*SUPPLIED RECORDS*:
◆ ◆ ◆ ◆ ◆ ◆ ◆
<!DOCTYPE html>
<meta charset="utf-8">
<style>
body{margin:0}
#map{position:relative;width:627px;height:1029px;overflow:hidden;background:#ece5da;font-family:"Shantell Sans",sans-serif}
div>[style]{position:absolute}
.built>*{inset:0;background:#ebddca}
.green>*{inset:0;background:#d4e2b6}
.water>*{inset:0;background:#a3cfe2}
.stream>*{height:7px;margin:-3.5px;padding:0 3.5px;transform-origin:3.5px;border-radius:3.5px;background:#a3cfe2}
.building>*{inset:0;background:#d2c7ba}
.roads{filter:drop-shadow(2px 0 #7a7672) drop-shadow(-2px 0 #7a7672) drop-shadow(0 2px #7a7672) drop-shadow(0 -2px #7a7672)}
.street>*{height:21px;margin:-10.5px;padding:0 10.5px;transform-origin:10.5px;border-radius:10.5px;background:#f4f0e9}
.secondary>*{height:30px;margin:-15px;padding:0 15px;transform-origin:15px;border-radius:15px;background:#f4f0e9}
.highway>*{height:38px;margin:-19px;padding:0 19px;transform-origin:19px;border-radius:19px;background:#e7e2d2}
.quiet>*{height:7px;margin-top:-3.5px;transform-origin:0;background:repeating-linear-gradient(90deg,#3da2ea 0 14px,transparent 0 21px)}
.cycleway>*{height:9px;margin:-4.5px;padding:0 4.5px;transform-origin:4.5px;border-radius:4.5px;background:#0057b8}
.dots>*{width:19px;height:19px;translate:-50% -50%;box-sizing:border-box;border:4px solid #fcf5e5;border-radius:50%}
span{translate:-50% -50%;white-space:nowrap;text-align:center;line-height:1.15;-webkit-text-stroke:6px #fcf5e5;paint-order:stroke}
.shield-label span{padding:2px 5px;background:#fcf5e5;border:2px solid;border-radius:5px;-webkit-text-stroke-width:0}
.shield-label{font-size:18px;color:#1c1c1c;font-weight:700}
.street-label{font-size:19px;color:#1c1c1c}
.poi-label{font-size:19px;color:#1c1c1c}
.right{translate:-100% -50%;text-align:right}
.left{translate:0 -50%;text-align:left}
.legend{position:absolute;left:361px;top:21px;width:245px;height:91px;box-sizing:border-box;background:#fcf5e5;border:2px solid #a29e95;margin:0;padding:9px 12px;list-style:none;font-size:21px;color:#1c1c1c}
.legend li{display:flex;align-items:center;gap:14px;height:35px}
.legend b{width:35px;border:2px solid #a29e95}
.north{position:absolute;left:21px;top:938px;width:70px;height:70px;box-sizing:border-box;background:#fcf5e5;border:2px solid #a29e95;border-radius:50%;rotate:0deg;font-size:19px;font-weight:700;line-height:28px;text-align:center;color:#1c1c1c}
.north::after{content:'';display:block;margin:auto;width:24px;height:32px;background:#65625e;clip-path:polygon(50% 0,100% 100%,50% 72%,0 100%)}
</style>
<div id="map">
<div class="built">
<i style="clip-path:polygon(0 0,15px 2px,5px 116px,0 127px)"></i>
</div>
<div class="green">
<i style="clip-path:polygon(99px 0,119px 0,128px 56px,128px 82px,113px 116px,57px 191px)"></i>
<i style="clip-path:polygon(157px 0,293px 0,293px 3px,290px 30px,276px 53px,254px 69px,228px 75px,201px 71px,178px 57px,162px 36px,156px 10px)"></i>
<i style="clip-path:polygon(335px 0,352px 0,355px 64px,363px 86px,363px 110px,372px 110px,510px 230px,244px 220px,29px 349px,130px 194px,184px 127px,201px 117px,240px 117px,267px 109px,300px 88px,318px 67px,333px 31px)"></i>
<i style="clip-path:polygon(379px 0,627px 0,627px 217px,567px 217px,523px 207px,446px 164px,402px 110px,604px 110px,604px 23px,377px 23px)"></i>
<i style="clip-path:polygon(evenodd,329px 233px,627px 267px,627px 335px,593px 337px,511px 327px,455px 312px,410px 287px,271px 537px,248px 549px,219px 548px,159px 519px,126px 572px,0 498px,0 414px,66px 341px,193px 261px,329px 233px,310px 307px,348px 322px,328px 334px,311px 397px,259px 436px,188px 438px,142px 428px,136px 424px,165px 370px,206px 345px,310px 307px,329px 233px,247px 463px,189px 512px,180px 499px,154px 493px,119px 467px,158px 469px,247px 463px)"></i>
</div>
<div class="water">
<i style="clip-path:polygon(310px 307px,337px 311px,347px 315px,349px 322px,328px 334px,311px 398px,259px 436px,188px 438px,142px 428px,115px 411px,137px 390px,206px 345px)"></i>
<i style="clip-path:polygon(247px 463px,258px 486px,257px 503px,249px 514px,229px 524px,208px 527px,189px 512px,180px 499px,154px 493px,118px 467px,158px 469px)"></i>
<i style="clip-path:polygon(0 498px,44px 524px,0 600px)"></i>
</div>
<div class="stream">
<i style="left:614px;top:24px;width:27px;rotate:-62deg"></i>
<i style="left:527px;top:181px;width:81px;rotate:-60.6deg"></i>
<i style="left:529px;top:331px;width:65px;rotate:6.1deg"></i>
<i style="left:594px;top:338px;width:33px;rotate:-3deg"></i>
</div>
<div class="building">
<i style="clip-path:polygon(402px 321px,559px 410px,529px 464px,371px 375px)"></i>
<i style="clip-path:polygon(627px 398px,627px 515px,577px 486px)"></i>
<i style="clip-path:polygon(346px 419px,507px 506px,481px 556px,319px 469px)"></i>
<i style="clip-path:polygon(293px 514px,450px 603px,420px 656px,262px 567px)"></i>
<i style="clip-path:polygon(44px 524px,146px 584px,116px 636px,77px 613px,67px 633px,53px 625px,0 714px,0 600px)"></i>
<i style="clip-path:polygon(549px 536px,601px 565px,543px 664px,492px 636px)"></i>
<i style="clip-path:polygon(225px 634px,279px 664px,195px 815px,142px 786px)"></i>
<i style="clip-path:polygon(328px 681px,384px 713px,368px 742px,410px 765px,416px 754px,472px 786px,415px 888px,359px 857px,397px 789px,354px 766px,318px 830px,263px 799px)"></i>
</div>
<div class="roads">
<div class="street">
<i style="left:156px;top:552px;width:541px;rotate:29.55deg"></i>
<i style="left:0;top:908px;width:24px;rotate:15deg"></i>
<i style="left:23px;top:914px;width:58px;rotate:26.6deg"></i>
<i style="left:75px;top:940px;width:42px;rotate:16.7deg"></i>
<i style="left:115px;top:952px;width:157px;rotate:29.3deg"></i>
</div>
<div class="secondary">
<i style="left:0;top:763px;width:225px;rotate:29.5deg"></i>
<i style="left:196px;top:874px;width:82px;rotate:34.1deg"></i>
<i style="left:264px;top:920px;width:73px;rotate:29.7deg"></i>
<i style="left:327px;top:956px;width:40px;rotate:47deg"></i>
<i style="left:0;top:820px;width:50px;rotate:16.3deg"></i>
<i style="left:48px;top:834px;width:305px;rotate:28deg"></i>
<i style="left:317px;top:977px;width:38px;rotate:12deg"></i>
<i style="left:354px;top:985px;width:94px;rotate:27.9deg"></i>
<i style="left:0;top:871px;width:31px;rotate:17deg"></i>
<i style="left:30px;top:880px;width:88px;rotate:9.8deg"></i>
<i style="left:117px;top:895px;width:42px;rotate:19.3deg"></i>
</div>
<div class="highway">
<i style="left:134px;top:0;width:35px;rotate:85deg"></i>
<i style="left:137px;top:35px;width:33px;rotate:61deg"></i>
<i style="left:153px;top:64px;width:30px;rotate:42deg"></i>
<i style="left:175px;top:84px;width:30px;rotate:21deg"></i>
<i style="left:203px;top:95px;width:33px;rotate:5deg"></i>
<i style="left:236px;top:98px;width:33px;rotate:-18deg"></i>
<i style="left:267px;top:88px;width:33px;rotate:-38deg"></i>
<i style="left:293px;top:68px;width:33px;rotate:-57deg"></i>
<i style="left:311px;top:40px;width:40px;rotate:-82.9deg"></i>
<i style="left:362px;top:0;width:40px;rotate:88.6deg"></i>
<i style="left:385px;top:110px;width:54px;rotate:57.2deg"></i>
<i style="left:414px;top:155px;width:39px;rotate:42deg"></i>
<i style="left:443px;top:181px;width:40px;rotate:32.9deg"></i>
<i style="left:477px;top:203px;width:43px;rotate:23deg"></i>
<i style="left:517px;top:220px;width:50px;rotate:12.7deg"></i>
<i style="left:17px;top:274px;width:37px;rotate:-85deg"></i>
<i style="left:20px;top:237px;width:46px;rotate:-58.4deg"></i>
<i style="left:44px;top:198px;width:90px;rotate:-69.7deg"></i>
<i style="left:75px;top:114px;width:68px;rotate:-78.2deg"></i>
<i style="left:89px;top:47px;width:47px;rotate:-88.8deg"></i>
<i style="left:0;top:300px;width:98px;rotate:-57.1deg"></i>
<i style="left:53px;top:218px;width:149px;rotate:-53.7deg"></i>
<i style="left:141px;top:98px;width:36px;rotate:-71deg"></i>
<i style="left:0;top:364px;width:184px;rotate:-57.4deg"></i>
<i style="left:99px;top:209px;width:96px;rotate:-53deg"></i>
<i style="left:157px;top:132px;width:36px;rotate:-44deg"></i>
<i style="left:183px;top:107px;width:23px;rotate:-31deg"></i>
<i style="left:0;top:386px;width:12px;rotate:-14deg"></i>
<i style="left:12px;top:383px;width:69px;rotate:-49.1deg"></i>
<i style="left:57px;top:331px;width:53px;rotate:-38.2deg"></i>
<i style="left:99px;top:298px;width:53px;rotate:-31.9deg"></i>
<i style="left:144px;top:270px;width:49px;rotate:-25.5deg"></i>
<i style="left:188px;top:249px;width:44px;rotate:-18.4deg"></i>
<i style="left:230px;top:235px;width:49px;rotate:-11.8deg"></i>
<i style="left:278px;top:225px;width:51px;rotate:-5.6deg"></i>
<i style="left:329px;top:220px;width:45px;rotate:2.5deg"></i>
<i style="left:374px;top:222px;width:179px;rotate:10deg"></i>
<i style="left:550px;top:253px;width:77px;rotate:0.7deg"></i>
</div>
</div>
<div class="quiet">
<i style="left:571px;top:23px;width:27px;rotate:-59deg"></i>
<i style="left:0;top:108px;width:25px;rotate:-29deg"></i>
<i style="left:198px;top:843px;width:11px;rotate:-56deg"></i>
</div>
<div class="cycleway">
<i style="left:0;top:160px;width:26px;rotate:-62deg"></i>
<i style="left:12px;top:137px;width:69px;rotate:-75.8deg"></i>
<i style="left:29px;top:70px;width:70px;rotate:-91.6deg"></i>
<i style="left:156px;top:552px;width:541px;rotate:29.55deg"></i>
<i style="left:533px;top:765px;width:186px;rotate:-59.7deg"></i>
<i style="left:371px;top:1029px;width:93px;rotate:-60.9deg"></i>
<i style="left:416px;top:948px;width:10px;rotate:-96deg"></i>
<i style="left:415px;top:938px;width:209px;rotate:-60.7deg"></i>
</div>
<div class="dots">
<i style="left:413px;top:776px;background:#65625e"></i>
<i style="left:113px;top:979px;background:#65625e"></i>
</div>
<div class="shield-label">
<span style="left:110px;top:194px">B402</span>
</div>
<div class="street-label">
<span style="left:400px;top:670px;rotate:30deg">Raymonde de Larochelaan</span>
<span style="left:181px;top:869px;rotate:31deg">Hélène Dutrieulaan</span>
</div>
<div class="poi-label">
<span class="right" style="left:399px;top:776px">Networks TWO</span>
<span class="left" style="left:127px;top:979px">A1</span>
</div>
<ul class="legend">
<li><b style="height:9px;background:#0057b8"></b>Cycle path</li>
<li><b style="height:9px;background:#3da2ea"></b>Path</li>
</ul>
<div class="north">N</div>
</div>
◆ ◆ ◆ ◆ ◆ ◆ ◆
*WHAT IS BEING ASKED*: Where a line in the material above holds "building", copy that line.

*ANSWER SPACE*:
.building>*{inset:0;background:#d2c7ba}
<div class="building">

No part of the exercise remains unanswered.